Collected data entries:
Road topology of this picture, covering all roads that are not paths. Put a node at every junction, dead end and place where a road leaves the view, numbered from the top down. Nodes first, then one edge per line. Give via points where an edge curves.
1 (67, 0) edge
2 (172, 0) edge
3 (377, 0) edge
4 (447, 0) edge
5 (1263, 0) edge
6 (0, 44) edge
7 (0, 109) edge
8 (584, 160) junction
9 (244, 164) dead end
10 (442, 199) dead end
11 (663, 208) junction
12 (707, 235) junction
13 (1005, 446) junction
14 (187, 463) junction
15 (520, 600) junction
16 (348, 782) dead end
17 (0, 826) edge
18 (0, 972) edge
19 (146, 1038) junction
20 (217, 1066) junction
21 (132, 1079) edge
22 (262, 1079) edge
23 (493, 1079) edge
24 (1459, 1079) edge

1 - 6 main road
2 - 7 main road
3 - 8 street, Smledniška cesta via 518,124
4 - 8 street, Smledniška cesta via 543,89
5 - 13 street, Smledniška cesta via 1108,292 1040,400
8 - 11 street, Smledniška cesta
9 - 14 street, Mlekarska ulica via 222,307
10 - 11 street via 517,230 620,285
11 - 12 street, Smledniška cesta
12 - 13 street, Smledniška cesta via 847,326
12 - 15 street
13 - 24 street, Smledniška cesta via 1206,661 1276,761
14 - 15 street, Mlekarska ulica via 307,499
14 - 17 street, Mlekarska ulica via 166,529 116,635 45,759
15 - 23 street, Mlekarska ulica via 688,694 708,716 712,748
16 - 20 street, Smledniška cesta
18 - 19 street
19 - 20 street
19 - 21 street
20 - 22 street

What you have to do: Line by line, write out the records above exactly.

Output:
Road topology of this picture, covering all roads that are not paths. Put a node at every junction, dead end and place where a road leaves the view, numbered from the top down. Nodes first, then one edge per line. Give via points where an edge curves.
1 (67, 0) edge
2 (172, 0) edge
3 (377, 0) edge
4 (447, 0) edge
5 (1263, 0) edge
6 (0, 44) edge
7 (0, 109) edge
8 (584, 160) junction
9 (244, 164) dead end
10 (442, 199) dead end
11 (663, 208) junction
12 (707, 235) junction
13 (1005, 446) junction
14 (187, 463) junction
15 (520, 600) junction
16 (348, 782) dead end
17 (0, 826) edge
18 (0, 972) edge
19 (146, 1038) junction
20 (217, 1066) junction
21 (132, 1079) edge
22 (262, 1079) edge
23 (493, 1079) edge
24 (1459, 1079) edge

1 - 6 main road
2 - 7 main road
3 - 8 street, Smledniška cesta via 518,124
4 - 8 street, Smledniška cesta via 543,89
5 - 13 street, Smledniška cesta via 1108,292 1040,400
8 - 11 street, Smledniška cesta
9 - 14 street, Mlekarska ulica via 222,307
10 - 11 street via 517,230 620,285
11 - 12 street, Smledniška cesta
12 - 13 street, Smledniška cesta via 847,326
12 - 15 street
13 - 24 street, Smledniška cesta via 1206,661 1276,761
14 - 15 street, Mlekarska ulica via 307,499
14 - 17 street, Mlekarska ulica via 166,529 116,635 45,759
15 - 23 street, Mlekarska ulica via 688,694 708,716 712,748
16 - 20 street, Smledniška cesta
18 - 19 street
19 - 20 street
19 - 21 street
20 - 22 street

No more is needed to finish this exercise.